Gewiss: Manche Dinge kann man nicht vergessen. Es gibt Missstände, die wir beheben müssen, um unsern Seelenfrieden zu finden. Und es gibt Erfahrungen, die so furchtbar waren, dass sie ein seelisches Trauma erzeugt haben. Wäre das der Fall, bräuchte man spezielle therapeutische Behandlung. Wir reden hier aber vor allem von den vielen Kränkungen und Sorgen, die das Leben jeden Tag mit sich bringt. Über Kränkungen müssen wir hinwegkommen, denn wir werden niemals davor gefeit sein, dass uns jemand mit mehr oder weniger Absicht verletzt. Die Risiken des Lebens dürfen uns nicht zu viel Angst einjagen, sonst werden wir bewegungsunfähig. Wir müssen das Vertrauen behalten: In uns selbst, in unsern Partner, in die Welt insgesamt. Wenn Sie also merken, dass Sie ein nutzloser Gedanke quält; ein Gedanke, der Ihnen nur Angst einjagt, aber kein bisschen weiterhilft, dann versuchen Sie, ihn aus dem Kopf zu kriegen. Wenn es mit dem natürlichen Vergessen nicht funktioniert, können Sie nachhelfen:

  1. Lenken Sie sich ab. Rutscht man in unerwünschte Gefühle, nutzt es oft, wenn man sich anderweitig beschäftigt: Rätseln, rechnen oder andere logische Denkvorgänge lösen die Aufmerksamkeit zuverlässig von unsern Ängsten ab. Überhaupt hilft jede beherzte Aufnahme einer andern Tätigkeit, und sei es nur das Kartoffelschälen oder Schuhwichsen. Sie dürfen aber auch etwas Vergnüglicheres tun.
  2. Steigern Sie sich nicht in die Sache hinein, indem Sie Pannenstatistiken und Krankenberichte studieren oder sich Bilder Ihres Verflossenen anschauen. Führen Sie ergebnislose Gespräche nicht immer aufs Neue. Suchen Sie sich einen besseren Trost.
  3. Wenn Sie zum hundertsten Mal denken möchten: „Da hätte ich dem Chef sagen sollen…“ obwohl Sie ganz offensichtlich in dieser Sache nichts mehr sagen und nur noch froh sein können, dass Gras darüber gewachsen ist, dann blenden Sie gedanklich ein Stoppschild ein. Soll heißen: Sie merken selbst, der Gedanke taugt nicht, und das rote Stoppschild hält ihn auf.
  4. Sie können sich „wie ein Hexenmeister“ den Gedanken aus dem Kopf „ziehen“: Nehmen wir an, Sie haben einen Zauberstab. Tippen Sie sich im Geist damit an den Kopf, und stellen Sie sich bildlich vor, wie der Störgedanke vom Zauberstab aus Ihrem Kopf gezogen wird. Sehen Sie es wabern? Lenken Sie den Gedanken mit dem Zauberstab in eine Flasche, und verkorken Sie sie gut. Da ist er fürs Erste sicher versiegelt. Solche imaginären „Verpackungstechniken“ wenden wir in der Traumatherapie oft an.

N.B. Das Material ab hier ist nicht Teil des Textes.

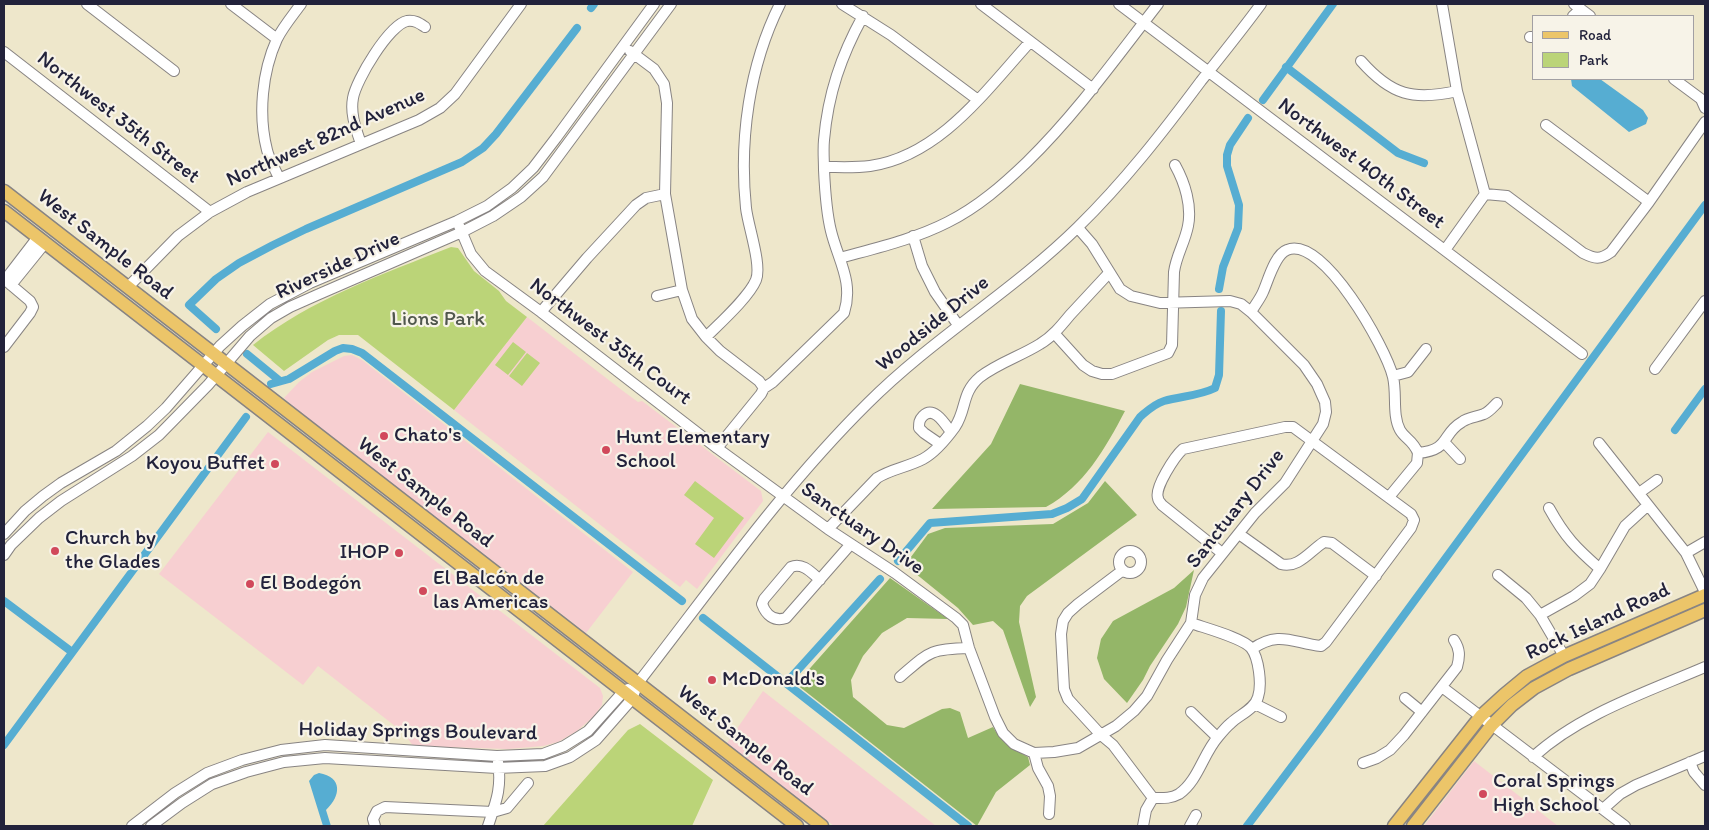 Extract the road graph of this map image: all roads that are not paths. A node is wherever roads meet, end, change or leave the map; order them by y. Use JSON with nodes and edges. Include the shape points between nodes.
{"nodes":[{"id":1,"x":87,"y":4,"type":"edge"},
{"id":2,"x":231,"y":4,"type":"edge"},
{"id":3,"x":301,"y":4,"type":"edge"},
{"id":4,"x":521,"y":4,"type":"edge"},
{"id":5,"x":654,"y":4,"type":"edge"},
{"id":6,"x":671,"y":4,"type":"edge"},
{"id":7,"x":780,"y":4,"type":"edge"},
{"id":8,"x":842,"y":4,"type":"edge"},
{"id":9,"x":980,"y":4,"type":"edge"},
{"id":10,"x":1118,"y":4,"type":"edge"},
{"id":11,"x":1158,"y":4,"type":"edge"},
{"id":12,"x":1261,"y":4,"type":"edge"},
{"id":13,"x":1442,"y":4,"type":"edge"},
{"id":14,"x":1576,"y":10,"type":"edge"},
{"id":15,"x":1588,"y":15,"type":"edge"},
{"id":16,"x":863,"y":16,"type":"junction"},
{"id":17,"x":1144,"y":22,"type":"junction"},
{"id":18,"x":425,"y":27,"type":"dead end"},
{"id":19,"x":277,"y":39,"type":"junction"},
{"id":20,"x":1030,"y":42,"type":"junction"},
{"id":21,"x":623,"y":45,"type":"junction"},
{"id":22,"x":4,"y":52,"type":"edge"},
{"id":23,"x":634,"y":54,"type":"junction"},
{"id":24,"x":1361,"y":61,"type":"dead end"},
{"id":25,"x":174,"y":71,"type":"dead end"},
{"id":26,"x":1208,"y":72,"type":"junction"},
{"id":27,"x":1675,"y":80,"type":"edge"},
{"id":28,"x":1093,"y":89,"type":"junction"},
{"id":29,"x":1457,"y":91,"type":"junction"},
{"id":30,"x":978,"y":100,"type":"junction"},
{"id":31,"x":1705,"y":108,"type":"edge"},
{"id":32,"x":1705,"y":122,"type":"edge"},
{"id":33,"x":1546,"y":125,"type":"dead end"},
{"id":34,"x":361,"y":144,"type":"junction"},
{"id":35,"x":1175,"y":166,"type":"dead end"},
{"id":36,"x":824,"y":167,"type":"junction"},
{"id":37,"x":279,"y":178,"type":"junction"},
{"id":38,"x":4,"y":191,"type":"edge"},
{"id":39,"x":665,"y":194,"type":"junction"},
{"id":40,"x":1485,"y":194,"type":"junction"},
{"id":41,"x":1649,"y":202,"type":"junction"},
{"id":42,"x":4,"y":211,"type":"edge"},
{"id":43,"x":210,"y":212,"type":"junction"},
{"id":44,"x":457,"y":221,"type":"junction"},
{"id":45,"x":1078,"y":228,"type":"junction"},
{"id":46,"x":462,"y":232,"type":"junction"},
{"id":47,"x":913,"y":236,"type":"junction"},
{"id":48,"x":41,"y":240,"type":"junction"},
{"id":49,"x":1445,"y":250,"type":"junction"},
{"id":50,"x":840,"y":258,"type":"junction"},
{"id":51,"x":1109,"y":273,"type":"junction"},
{"id":52,"x":6,"y":281,"type":"edge"},
{"id":53,"x":128,"y":287,"type":"junction"},
{"id":54,"x":682,"y":290,"type":"junction"},
{"id":55,"x":657,"y":296,"type":"dead end"},
{"id":56,"x":1173,"y":303,"type":"junction"},
{"id":57,"x":1704,"y":306,"type":"edge"},
{"id":58,"x":541,"y":312,"type":"junction"},
{"id":59,"x":1251,"y":312,"type":"junction"},
{"id":60,"x":958,"y":325,"type":"junction"},
{"id":61,"x":1054,"y":333,"type":"junction"},
{"id":62,"x":706,"y":337,"type":"junction"},
{"id":63,"x":4,"y":347,"type":"edge"},
{"id":64,"x":1426,"y":349,"type":"dead end"},
{"id":65,"x":213,"y":354,"type":"junction"},
{"id":66,"x":1582,"y":354,"type":"dead end"},
{"id":67,"x":225,"y":363,"type":"junction"},
{"id":68,"x":205,"y":365,"type":"junction"},
{"id":69,"x":1654,"y":369,"type":"dead end"},
{"id":70,"x":217,"y":375,"type":"junction"},
{"id":71,"x":1393,"y":376,"type":"junction"},
{"id":72,"x":764,"y":388,"type":"junction"},
{"id":73,"x":1497,"y":403,"type":"dead end"},
{"id":74,"x":951,"y":432,"type":"junction"},
{"id":75,"x":1312,"y":441,"type":"junction"},
{"id":76,"x":1444,"y":442,"type":"junction"},
{"id":77,"x":1599,"y":443,"type":"dead end"},
{"id":78,"x":940,"y":444,"type":"junction"},
{"id":79,"x":717,"y":448,"type":"junction"},
{"id":80,"x":1418,"y":453,"type":"junction"},
{"id":81,"x":1460,"y":459,"type":"dead end"},
{"id":82,"x":349,"y":478,"type":"junction"},
{"id":83,"x":1657,"y":480,"type":"dead end"},
{"id":84,"x":1639,"y":493,"type":"junction"},
{"id":85,"x":783,"y":496,"type":"junction"},
{"id":86,"x":1389,"y":497,"type":"junction"},
{"id":87,"x":402,"y":499,"type":"junction"},
{"id":88,"x":1648,"y":505,"type":"junction"},
{"id":89,"x":388,"y":508,"type":"junction"},
{"id":90,"x":1549,"y":508,"type":"dead end"},
{"id":91,"x":828,"y":529,"type":"junction"},
{"id":92,"x":4,"y":534,"type":"edge"},
{"id":93,"x":1239,"y":534,"type":"junction"},
{"id":94,"x":455,"y":541,"type":"junction"},
{"id":95,"x":1705,"y":542,"type":"edge"},
{"id":96,"x":850,"y":545,"type":"junction"},
{"id":97,"x":1222,"y":553,"type":"junction"},
{"id":98,"x":1686,"y":553,"type":"junction"},
{"id":99,"x":4,"y":555,"type":"edge"},
{"id":100,"x":1600,"y":569,"type":"junction"},
{"id":101,"x":1123,"y":570,"type":"dead end"},
{"id":102,"x":1498,"y":575,"type":"dead end"},
{"id":103,"x":1376,"y":576,"type":"junction"},
{"id":104,"x":820,"y":580,"type":"junction"},
{"id":105,"x":1705,"y":593,"type":"edge"},
{"id":106,"x":1705,"y":610,"type":"edge"},
{"id":107,"x":1540,"y":615,"type":"junction"},
{"id":108,"x":1191,"y":623,"type":"junction"},
{"id":109,"x":1454,"y":640,"type":"dead end"},
{"id":110,"x":969,"y":648,"type":"junction"},
{"id":111,"x":1252,"y":649,"type":"junction"},
{"id":112,"x":1564,"y":656,"type":"junction"},
{"id":113,"x":1705,"y":667,"type":"edge"},
{"id":114,"x":900,"y":677,"type":"dead end"},
{"id":115,"x":638,"y":683,"type":"junction"},
{"id":116,"x":1442,"y":687,"type":"junction"},
{"id":117,"x":627,"y":695,"type":"junction"},
{"id":118,"x":1405,"y":698,"type":"dead end"},
{"id":119,"x":1255,"y":704,"type":"junction"},
{"id":120,"x":1191,"y":712,"type":"dead end"},
{"id":121,"x":1422,"y":712,"type":"junction"},
{"id":122,"x":1481,"y":716,"type":"junction"},
{"id":123,"x":1281,"y":717,"type":"dead end"},
{"id":124,"x":1492,"y":725,"type":"junction"},
{"id":125,"x":1101,"y":735,"type":"junction"},
{"id":126,"x":1217,"y":737,"type":"junction"},
{"id":127,"x":325,"y":746,"type":"junction"},
{"id":128,"x":410,"y":751,"type":"junction"},
{"id":129,"x":1034,"y":753,"type":"junction"},
{"id":130,"x":497,"y":756,"type":"junction"},
{"id":131,"x":1705,"y":756,"type":"edge"},
{"id":132,"x":1533,"y":757,"type":"junction"},
{"id":133,"x":326,"y":758,"type":"junction"},
{"id":134,"x":1690,"y":762,"type":"junction"},
{"id":135,"x":410,"y":763,"type":"junction"},
{"id":136,"x":1363,"y":763,"type":"dead end"},
{"id":137,"x":499,"y":768,"type":"junction"},
{"id":138,"x":728,"y":773,"type":"junction"},
{"id":139,"x":528,"y":783,"type":"dead end"},
{"id":140,"x":1705,"y":785,"type":"edge"},
{"id":141,"x":776,"y":790,"type":"junction"},
{"id":142,"x":1153,"y":798,"type":"junction"},
{"id":143,"x":1602,"y":809,"type":"junction"},
{"id":144,"x":493,"y":812,"type":"junction"},
{"id":145,"x":1049,"y":814,"type":"dead end"},
{"id":146,"x":1196,"y":815,"type":"dead end"},
{"id":147,"x":132,"y":826,"type":"edge"},
{"id":148,"x":151,"y":826,"type":"edge"},
{"id":149,"x":375,"y":826,"type":"edge"},
{"id":150,"x":488,"y":826,"type":"edge"},
{"id":151,"x":797,"y":826,"type":"edge"},
{"id":152,"x":822,"y":826,"type":"edge"},
{"id":153,"x":1143,"y":826,"type":"edge"},
{"id":154,"x":1190,"y":826,"type":"edge"},
{"id":155,"x":1394,"y":826,"type":"edge"},
{"id":156,"x":1413,"y":826,"type":"edge"},
{"id":157,"x":1624,"y":826,"type":"edge"}],
"edges":[{"from":1,"to":25,"type":"street"},
{"from":2,"to":19,"type":"street"},
{"from":3,"to":19,"type":"street"},
{"from":4,"to":34,"type":"street","name":"Northwest 82nd Avenue","via":[[456,94],[440,108]]},
{"from":5,"to":21,"type":"street","name":"Riverside Drive"},
{"from":6,"to":23,"type":"street","name":"Riverside Drive"},
{"from":7,"to":62,"type":"street","via":[[762,47],[745,133],[746,210],[758,266],[757,278],[751,289]]},
{"from":8,"to":16,"type":"street"},
{"from":9,"to":20,"type":"street"},
{"from":10,"to":17,"type":"street","name":"Northwest 40th Street"},
{"from":11,"to":17,"type":"street"},
{"from":12,"to":26,"type":"street","name":"Woodside Drive"},
{"from":13,"to":29,"type":"street"},
{"from":14,"to":15,"type":"street"},
{"from":16,"to":30,"type":"street"},
{"from":16,"to":36,"type":"street","via":[[847,45],[829,104],[823,141]]},
{"from":17,"to":26,"type":"street","name":"Northwest 40th Street"},
{"from":17,"to":28,"type":"street"},
{"from":18,"to":34,"type":"street","via":[[415,21],[399,25],[356,84],[352,117]]},
{"from":19,"to":37,"type":"street","via":[[268,66],[262,121],[267,151]]},
{"from":20,"to":28,"type":"street"},
{"from":20,"to":30,"type":"street"},
{"from":21,"to":23,"type":"street"},
{"from":21,"to":44,"type":"street","name":"Riverside Drive","via":[[532,168],[499,198]]},
{"from":22,"to":43,"type":"street","name":"Northwest 35th Street"},
{"from":23,"to":39,"type":"street","via":[[654,69],[664,84],[667,103]]},
{"from":23,"to":46,"type":"street","name":"Riverside Drive","via":[[543,178],[521,198]]},
{"from":24,"to":29,"type":"street","via":[[1380,81],[1401,92],[1424,96]]},
{"from":26,"to":45,"type":"street","name":"Woodside Drive","via":[[1150,149]]},
{"from":26,"to":49,"type":"street","name":"Northwest 40th Street"},
{"from":27,"to":31,"type":"street","via":[[1701,99]]},
{"from":28,"to":47,"type":"street","via":[[1043,146],[980,203],[948,222]]},
{"from":29,"to":40,"type":"street"},
{"from":30,"to":36,"type":"street","via":[[932,141],[910,154],[871,166]]},
{"from":32,"to":41,"type":"street"},
{"from":33,"to":41,"type":"street"},
{"from":34,"to":37,"type":"street","name":"Northwest 82nd Avenue"},
{"from":35,"to":56,"type":"street","via":[[1184,181],[1189,213],[1188,226],[1176,260]]},
{"from":36,"to":50,"type":"street","via":[[825,198]]},
{"from":37,"to":43,"type":"street","name":"Northwest 82nd Avenue"},
{"from":38,"to":53,"type":"main road","name":"West Sample Road"},
{"from":39,"to":54,"type":"street"},
{"from":39,"to":58,"type":"street","via":[[646,198],[636,205]]},
{"from":40,"to":41,"type":"street","via":[[1507,196],[1583,254],[1594,258],[1603,258],[1611,252]]},
{"from":40,"to":49,"type":"street"},
{"from":42,"to":48,"type":"main road","name":"West Sample Road"},
{"from":43,"to":53,"type":"street","name":"Northwest 82nd Avenue","via":[[178,236]]},
{"from":44,"to":46,"type":"street","name":"Northwest 35th Court"},
{"from":44,"to":65,"type":"street","name":"Riverside Drive","via":[[285,295],[242,326]]},
{"from":45,"to":51,"type":"street","name":"Sanctuary Drive"},
{"from":45,"to":60,"type":"street","name":"Woodside Drive"},
{"from":46,"to":58,"type":"street","name":"Northwest 35th Court","via":[[471,254],[485,271]]},
{"from":46,"to":67,"type":"street","name":"Riverside Drive","via":[[290,307],[250,336]]},
{"from":47,"to":50,"type":"street"},
{"from":47,"to":60,"type":"street","via":[[922,266]]},
{"from":48,"to":52,"type":"street"},
{"from":48,"to":68,"type":"main road","name":"West Sample Road"},
{"from":49,"to":66,"type":"street","name":"Northwest 40th Street"},
{"from":50,"to":72,"type":"street","via":[[848,288],[844,313]]},
{"from":51,"to":56,"type":"street","name":"Sanctuary Drive","via":[[1120,289],[1131,296]]},
{"from":51,"to":61,"type":"street"},
{"from":52,"to":63,"type":"street","via":[[33,307]]},
{"from":53,"to":65,"type":"main road","name":"West Sample Road"},
{"from":54,"to":55,"type":"street"},
{"from":54,"to":62,"type":"street","via":[[692,319]]},
{"from":56,"to":59,"type":"street","name":"Sanctuary Drive","via":[[1230,300]]},
{"from":56,"to":61,"type":"street","via":[[1172,345],[1168,353],[1112,374],[1092,371],[1083,365]]},
{"from":57,"to":69,"type":"street"},
{"from":58,"to":79,"type":"street","name":"Northwest 35th Court"},
{"from":59,"to":71,"type":"street","via":[[1279,256],[1286,250],[1304,250],[1330,269],[1352,300],[1386,356]]},
{"from":59,"to":75,"type":"street","name":"Sanctuary Drive","via":[[1304,365],[1321,393],[1326,412],[1323,424]]},
{"from":60,"to":85,"type":"street","name":"Woodside Drive","via":[[869,402]]},
{"from":61,"to":74,"type":"street","via":[[1041,344],[980,377],[965,398]]},
{"from":62,"to":72,"type":"street"},
{"from":64,"to":71,"type":"street","via":[[1408,372]]},
{"from":65,"to":67,"type":"main road","name":"West Sample Road"},
{"from":65,"to":68,"type":"street","name":"Riverside Drive"},
{"from":67,"to":70,"type":"street","name":"Riverside Drive"},
{"from":67,"to":87,"type":"main road","name":"West Sample Road"},
{"from":68,"to":70,"type":"main road","name":"West Sample Road"},
{"from":68,"to":92,"type":"street","name":"Riverside Drive","via":[[147,426],[116,451],[43,496]]},
{"from":70,"to":82,"type":"main road","name":"West Sample Road"},
{"from":70,"to":99,"type":"street","name":"Riverside Drive","via":[[159,435],[60,501]]},
{"from":71,"to":80,"type":"street","via":[[1396,420],[1400,431],[1414,444]]},
{"from":72,"to":79,"type":"street"},
{"from":73,"to":76,"type":"street","via":[[1486,413],[1456,426]]},
{"from":74,"to":78,"type":"street"},
{"from":74,"to":78,"type":"street","via":[[933,413],[922,417],[919,428]]},
{"from":75,"to":86,"type":"street"},
{"from":75,"to":93,"type":"street","name":"Sanctuary Drive","via":[[1285,483]]},
{"from":75,"to":97,"type":"street","via":[[1293,427],[1285,427],[1190,447],[1176,455],[1158,490],[1158,498],[1162,505]]},
{"from":76,"to":80,"type":"street","via":[[1429,452]]},
{"from":76,"to":81,"type":"street"},
{"from":77,"to":84,"type":"street"},
{"from":78,"to":91,"type":"street","via":[[923,458],[877,478]]},
{"from":79,"to":85,"type":"street","name":"Northwest 35th Court"},
{"from":80,"to":86,"type":"street","via":[[1417,462]]},
{"from":82,"to":87,"type":"main road","via":[[361,480],[388,500]]},
{"from":82,"to":89,"type":"main road","name":"West Sample Road"},
{"from":83,"to":84,"type":"street"},
{"from":84,"to":88,"type":"street"},
{"from":85,"to":91,"type":"street","name":"Sanctuary Drive"},
{"from":85,"to":115,"type":"street","name":"Woodside Drive"},
{"from":86,"to":103,"type":"street","via":[[1414,520]]},
{"from":87,"to":94,"type":"main road","name":"West Sample Road"},
{"from":88,"to":98,"type":"street"},
{"from":88,"to":100,"type":"street","via":[[1625,526]]},
{"from":89,"to":94,"type":"main road","via":[[401,509],[441,538]]},
{"from":89,"to":117,"type":"main road","name":"West Sample Road"},
{"from":90,"to":100,"type":"street","via":[[1574,546]]},
{"from":91,"to":96,"type":"street","name":"Sanctuary Drive"},
{"from":93,"to":97,"type":"street","name":"Sanctuary Drive"},
{"from":93,"to":103,"type":"street","via":[[1288,566],[1296,564],[1324,542],[1332,543]]},
{"from":94,"to":115,"type":"main road","name":"West Sample Road"},
{"from":95,"to":98,"type":"street"},
{"from":96,"to":104,"type":"street"},
{"from":96,"to":110,"type":"street","name":"Sanctuary Drive","via":[[956,618],[963,625]]},
{"from":97,"to":108,"type":"street","name":"Sanctuary Drive","via":[[1202,578],[1195,595]]},
{"from":98,"to":105,"type":"street"},
{"from":100,"to":107,"type":"street","via":[[1590,584]]},
{"from":101,"to":125,"type":"street","via":[[1068,613],[1061,634],[1064,689],[1068,699]]},
{"from":102,"to":107,"type":"street","via":[[1526,598]]},
{"from":103,"to":111,"type":"street","via":[[1321,646],[1273,638]]},
{"from":104,"to":104,"type":"street","via":[[786,618],[774,619],[764,611],[764,598],[796,564]]},
{"from":105,"to":112,"type":"main road","name":"Rock Island Road"},
{"from":106,"to":124,"type":"main road","name":"Rock Island Road","via":[[1546,680],[1512,705]]},
{"from":107,"to":112,"type":"street"},
{"from":108,"to":111,"type":"street","via":[[1243,642]]},
{"from":108,"to":125,"type":"street","name":"Sanctuary Drive","via":[[1147,696],[1134,711]]},
{"from":109,"to":116,"type":"street","via":[[1458,646],[1459,661]]},
{"from":110,"to":114,"type":"street","via":[[934,651]]},
{"from":110,"to":129,"type":"street","name":"Sanctuary Drive","via":[[1003,733],[1014,744]]},
{"from":111,"to":119,"type":"street","via":[[1260,682]]},
{"from":112,"to":122,"type":"main road","name":"Rock Island Road","via":[[1527,676]]},
{"from":113,"to":132,"type":"street","via":[[1583,720]]},
{"from":115,"to":117,"type":"street","name":"Holiday Springs Boulevard"},
{"from":115,"to":141,"type":"main road","name":"West Sample Road"},
{"from":116,"to":121,"type":"street"},
{"from":116,"to":122,"type":"street"},
{"from":117,"to":130,"type":"street","name":"Holiday Springs Boulevard","via":[[588,731],[564,746],[543,754]]},
{"from":117,"to":137,"type":"street","name":"Holiday Springs Boulevard","via":[[596,740],[570,757],[545,766]]},
{"from":117,"to":138,"type":"main road","name":"West Sample Road"},
{"from":118,"to":121,"type":"street"},
{"from":119,"to":123,"type":"street"},
{"from":119,"to":126,"type":"street"},
{"from":120,"to":126,"type":"street"},
{"from":121,"to":136,"type":"street","via":[[1390,750]]},
{"from":122,"to":124,"type":"street"},
{"from":122,"to":155,"type":"main road","name":"Rock Island Road"},
{"from":124,"to":132,"type":"street"},
{"from":124,"to":156,"type":"main road","name":"Rock Island Road"},
{"from":125,"to":129,"type":"street","name":"Sanctuary Drive","via":[[1078,748]]},
{"from":125,"to":142,"type":"street","via":[[1113,745]]},
{"from":126,"to":142,"type":"street","via":[[1179,794],[1167,799]]},
{"from":127,"to":128,"type":"street","name":"Holiday Springs Boulevard"},
{"from":127,"to":133,"type":"street"},
{"from":127,"to":147,"type":"street","name":"Holiday Springs Boulevard","via":[[281,750],[207,773],[175,792]]},
{"from":128,"to":130,"type":"street","name":"Holiday Springs Boulevard"},
{"from":128,"to":135,"type":"street"},
{"from":129,"to":145,"type":"street","via":[[1048,786]]},
{"from":130,"to":137,"type":"street"},
{"from":131,"to":134,"type":"street"},
{"from":132,"to":143,"type":"street"},
{"from":133,"to":135,"type":"street","name":"Holiday Springs Boulevard"},
{"from":133,"to":148,"type":"street","name":"Holiday Springs Boulevard","via":[[284,762],[212,784]]},
{"from":134,"to":140,"type":"street"},
{"from":134,"to":143,"type":"street","via":[[1636,785]]},
{"from":135,"to":137,"type":"street","name":"Holiday Springs Boulevard"},
{"from":137,"to":144,"type":"street","via":[[498,795]]},
{"from":138,"to":141,"type":"main road","via":[[738,772],[762,790]]},
{"from":138,"to":151,"type":"main road","name":"West Sample Road"},
{"from":139,"to":144,"type":"street","via":[[507,808]]},
{"from":141,"to":152,"type":"main road","name":"West Sample Road"},
{"from":142,"to":153,"type":"street","via":[[1146,810]]},
{"from":143,"to":157,"type":"street"},
{"from":144,"to":149,"type":"street","via":[[385,807],[377,811],[373,819]]},
{"from":144,"to":150,"type":"street"},
{"from":146,"to":154,"type":"street"}]}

  5. Ganz wichtig: Erlauben Sie sich, die Sache zu vergessen. Was immer es ist: Sie sollen sich nicht damit zerfleischen. Glauben Sie an Ihre Fähigkeit, auf die Dauer das Gute zu erreichen.

Noch eins: Manche Menschen suchen Vergessen in Alkohol. Verstärkter Alkoholkonsum ist immer ein Zeichen dafür, dass ein Mensch mit seinen unangenehmen seelischen Zuständen nicht anders fertig wird. Bitte seien Sie mit Alkohol sehr vorsichtig, denn er kann giftig wirken und die Gesundheit ebenso wie die soziale Existenz ruinieren. Falls Sie Alkohol in einem Ausmaß trinken, das Sie oder andere stutzig macht, gehen Sie unbedingt mit diesem Problem zum Arzt. Die meisten anderen Rauschmittel sind in Deutschland ohnehin verboten und zwar mit gutem Grund.